A rant about monitoring fatigue

A rant about monitoring fatigue

Oftentimes you run a two-tiered alerting setup in your company or team - critical and non-critical. The critical alerts should wake people up in the middle of the night. The non-critical alerts however are expected to inform you in an async way which is probably through email. That system on its own is not a bad thing but it has a big problem. Non-critical alerts are often ignored after some time and people are increasingly accepting those alerts and letting them clutter up their e-mail inboxes.

The typical way of the "alerting lifecycle" goes something like this:

  1. We have no alerts for anything. We need alerts.
  2. Now we have alerts. There are too many alerts. They buzz - we ignore them.
  3. We've prioritized our alerting system. From now on only the critical ones wake me up.
  4. We ignore the non-critical alerts completely.

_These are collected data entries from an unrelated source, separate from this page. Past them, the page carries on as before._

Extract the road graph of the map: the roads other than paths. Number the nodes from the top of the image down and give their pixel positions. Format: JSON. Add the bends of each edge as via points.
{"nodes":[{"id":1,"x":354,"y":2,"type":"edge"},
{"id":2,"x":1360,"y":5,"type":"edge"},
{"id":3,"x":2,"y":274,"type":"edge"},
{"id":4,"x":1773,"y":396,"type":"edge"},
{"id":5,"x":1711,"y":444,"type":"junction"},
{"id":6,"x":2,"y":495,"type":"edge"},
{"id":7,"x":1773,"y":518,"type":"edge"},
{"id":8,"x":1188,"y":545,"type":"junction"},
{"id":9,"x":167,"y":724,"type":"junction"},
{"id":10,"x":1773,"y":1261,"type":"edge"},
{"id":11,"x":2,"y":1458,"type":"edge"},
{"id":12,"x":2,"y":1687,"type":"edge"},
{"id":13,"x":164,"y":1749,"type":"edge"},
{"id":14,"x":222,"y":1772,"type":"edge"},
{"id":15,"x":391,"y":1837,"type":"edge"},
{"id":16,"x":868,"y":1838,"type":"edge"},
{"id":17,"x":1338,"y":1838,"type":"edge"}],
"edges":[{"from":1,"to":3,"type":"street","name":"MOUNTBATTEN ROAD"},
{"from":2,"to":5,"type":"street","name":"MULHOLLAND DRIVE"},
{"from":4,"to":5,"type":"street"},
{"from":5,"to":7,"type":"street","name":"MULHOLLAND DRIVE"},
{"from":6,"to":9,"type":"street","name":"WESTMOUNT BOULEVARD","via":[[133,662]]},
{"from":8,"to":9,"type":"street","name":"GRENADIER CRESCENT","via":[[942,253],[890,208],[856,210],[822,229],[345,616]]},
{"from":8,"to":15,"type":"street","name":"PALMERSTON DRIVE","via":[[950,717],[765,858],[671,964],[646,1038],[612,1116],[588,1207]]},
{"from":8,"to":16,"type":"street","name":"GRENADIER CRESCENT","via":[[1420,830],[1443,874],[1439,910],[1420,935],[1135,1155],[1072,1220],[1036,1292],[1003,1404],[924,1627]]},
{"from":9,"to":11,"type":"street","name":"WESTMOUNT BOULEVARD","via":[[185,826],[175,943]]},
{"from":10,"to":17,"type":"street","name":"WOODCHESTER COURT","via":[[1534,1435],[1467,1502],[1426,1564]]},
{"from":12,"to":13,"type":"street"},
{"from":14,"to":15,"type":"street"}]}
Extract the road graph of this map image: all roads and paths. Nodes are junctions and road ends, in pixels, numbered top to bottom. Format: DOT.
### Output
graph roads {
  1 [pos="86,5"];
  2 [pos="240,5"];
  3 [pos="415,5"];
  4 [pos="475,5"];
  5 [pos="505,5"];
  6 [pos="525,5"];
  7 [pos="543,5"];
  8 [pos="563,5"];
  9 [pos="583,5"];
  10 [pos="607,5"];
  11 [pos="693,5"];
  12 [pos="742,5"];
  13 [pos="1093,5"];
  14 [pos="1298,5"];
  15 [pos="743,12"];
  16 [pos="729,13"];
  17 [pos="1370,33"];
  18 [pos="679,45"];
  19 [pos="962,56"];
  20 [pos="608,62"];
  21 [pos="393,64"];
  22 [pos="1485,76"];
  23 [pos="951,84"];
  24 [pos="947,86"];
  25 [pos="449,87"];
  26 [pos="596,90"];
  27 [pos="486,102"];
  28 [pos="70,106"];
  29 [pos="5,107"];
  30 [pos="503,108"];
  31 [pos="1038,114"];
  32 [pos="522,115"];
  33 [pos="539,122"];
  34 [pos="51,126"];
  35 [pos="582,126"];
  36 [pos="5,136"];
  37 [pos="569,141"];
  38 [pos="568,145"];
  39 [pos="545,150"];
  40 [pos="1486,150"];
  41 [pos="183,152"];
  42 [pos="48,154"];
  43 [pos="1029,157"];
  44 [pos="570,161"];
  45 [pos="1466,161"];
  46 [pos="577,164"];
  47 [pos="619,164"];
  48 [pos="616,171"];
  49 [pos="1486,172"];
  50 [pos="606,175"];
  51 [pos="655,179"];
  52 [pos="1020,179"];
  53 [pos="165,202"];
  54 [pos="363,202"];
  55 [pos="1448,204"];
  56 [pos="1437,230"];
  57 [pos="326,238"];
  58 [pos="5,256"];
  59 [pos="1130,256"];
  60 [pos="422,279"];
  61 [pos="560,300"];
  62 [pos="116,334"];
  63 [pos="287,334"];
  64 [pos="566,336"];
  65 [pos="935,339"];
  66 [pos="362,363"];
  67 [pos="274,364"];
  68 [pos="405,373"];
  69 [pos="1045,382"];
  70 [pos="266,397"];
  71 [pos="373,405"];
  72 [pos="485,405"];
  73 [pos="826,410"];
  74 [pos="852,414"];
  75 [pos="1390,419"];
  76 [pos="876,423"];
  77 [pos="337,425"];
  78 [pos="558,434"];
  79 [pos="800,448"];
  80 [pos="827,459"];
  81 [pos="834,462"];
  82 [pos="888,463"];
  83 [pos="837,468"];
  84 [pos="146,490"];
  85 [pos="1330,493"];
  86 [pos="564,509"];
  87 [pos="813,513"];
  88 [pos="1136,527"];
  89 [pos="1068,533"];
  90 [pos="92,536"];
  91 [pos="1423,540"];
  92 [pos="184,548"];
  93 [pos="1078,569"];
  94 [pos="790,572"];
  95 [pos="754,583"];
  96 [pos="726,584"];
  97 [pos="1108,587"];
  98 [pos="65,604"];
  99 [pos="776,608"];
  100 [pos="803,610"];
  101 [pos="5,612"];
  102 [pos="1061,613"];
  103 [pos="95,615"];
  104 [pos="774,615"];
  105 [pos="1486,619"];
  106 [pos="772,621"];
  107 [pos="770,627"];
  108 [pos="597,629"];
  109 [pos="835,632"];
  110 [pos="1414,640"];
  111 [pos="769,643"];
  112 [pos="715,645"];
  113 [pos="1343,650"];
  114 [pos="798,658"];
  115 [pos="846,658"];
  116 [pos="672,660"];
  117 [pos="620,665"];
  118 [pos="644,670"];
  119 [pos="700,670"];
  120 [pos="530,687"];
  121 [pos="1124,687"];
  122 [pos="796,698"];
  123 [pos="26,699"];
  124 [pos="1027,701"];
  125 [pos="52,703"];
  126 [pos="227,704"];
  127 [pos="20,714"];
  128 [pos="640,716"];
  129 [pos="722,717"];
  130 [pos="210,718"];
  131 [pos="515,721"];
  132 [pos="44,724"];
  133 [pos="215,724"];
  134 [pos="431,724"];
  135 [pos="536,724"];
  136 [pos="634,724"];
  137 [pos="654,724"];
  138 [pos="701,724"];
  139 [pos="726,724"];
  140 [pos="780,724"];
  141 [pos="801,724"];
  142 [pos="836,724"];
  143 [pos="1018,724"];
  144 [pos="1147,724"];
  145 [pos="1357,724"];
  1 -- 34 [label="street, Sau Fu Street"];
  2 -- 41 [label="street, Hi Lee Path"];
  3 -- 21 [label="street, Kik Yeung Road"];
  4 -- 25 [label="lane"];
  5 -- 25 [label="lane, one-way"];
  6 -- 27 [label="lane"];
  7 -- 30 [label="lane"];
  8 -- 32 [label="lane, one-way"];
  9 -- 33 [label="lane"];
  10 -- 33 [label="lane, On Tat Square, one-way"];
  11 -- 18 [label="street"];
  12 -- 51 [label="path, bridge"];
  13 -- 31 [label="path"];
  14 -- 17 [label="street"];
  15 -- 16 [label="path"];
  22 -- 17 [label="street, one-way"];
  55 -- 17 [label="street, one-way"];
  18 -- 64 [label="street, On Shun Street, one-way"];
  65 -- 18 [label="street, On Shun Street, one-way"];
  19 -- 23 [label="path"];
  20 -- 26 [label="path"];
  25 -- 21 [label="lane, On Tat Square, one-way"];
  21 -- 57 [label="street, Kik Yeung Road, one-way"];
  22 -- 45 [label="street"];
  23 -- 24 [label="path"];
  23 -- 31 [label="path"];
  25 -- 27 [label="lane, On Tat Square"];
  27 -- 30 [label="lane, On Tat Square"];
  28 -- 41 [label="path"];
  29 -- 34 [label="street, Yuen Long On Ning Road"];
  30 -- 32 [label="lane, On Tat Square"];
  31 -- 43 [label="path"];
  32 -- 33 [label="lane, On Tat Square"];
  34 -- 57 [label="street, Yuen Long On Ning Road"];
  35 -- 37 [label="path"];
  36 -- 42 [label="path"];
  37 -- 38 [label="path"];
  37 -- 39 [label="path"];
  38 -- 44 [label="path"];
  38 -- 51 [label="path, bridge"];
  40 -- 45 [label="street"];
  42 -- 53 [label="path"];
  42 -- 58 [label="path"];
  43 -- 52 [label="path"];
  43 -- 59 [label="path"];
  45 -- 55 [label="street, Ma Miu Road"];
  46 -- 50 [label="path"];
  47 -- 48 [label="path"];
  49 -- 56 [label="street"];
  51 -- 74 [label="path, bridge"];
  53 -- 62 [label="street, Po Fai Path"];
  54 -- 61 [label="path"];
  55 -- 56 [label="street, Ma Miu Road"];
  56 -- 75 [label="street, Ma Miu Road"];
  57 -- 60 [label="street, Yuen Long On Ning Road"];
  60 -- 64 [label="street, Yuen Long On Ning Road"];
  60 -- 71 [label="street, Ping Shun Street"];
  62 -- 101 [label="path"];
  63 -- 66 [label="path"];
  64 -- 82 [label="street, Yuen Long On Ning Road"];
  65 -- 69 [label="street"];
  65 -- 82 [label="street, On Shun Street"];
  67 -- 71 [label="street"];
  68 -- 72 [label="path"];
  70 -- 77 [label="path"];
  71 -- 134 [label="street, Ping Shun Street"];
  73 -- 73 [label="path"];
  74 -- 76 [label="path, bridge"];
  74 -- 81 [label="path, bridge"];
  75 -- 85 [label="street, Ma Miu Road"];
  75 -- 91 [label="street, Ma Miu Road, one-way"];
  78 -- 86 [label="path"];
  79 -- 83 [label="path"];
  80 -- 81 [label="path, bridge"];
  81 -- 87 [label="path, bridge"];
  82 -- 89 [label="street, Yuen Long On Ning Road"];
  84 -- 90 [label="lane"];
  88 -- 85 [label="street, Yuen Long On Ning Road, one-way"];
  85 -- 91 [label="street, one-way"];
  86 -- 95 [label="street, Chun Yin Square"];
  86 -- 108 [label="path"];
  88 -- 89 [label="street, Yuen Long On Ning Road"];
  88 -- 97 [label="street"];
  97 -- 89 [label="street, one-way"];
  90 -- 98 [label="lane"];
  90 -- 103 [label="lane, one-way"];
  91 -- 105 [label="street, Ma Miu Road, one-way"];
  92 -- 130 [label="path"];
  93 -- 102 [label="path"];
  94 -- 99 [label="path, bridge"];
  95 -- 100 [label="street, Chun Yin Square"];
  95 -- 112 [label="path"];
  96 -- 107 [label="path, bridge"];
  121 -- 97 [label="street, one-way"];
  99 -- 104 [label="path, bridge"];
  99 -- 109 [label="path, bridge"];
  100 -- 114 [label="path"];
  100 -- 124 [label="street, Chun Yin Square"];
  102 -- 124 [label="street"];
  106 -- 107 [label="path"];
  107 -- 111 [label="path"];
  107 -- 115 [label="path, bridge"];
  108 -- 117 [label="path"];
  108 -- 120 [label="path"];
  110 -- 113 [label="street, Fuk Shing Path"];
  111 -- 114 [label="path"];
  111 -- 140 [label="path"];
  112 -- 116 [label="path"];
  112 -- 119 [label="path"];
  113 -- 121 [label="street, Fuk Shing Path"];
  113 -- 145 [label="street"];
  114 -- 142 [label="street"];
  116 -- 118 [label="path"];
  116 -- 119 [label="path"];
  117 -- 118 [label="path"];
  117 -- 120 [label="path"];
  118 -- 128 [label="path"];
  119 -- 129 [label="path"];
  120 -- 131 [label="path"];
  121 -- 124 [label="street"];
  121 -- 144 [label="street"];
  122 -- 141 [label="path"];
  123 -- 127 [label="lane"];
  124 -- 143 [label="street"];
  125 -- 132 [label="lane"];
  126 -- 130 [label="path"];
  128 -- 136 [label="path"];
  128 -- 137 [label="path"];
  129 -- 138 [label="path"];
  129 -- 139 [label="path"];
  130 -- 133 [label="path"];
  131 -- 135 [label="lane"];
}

This type of behavior can lead to critical things being classified as uncritical and vice versa. You can quickly lose sight of the big picture or ignore problems that just seemed uncritical for too long until they end up being so critical that they lead to an incident.

To resolve this, you can try to implement regular review meetings where you go over all alerts with your team. I know that doesn't sound like fun at all. But maybe it can prevent unwanted pointless calls on one of your on-call nights or even prevent the next incident that only happened because you ignored the "non-critical" alerts for far too long.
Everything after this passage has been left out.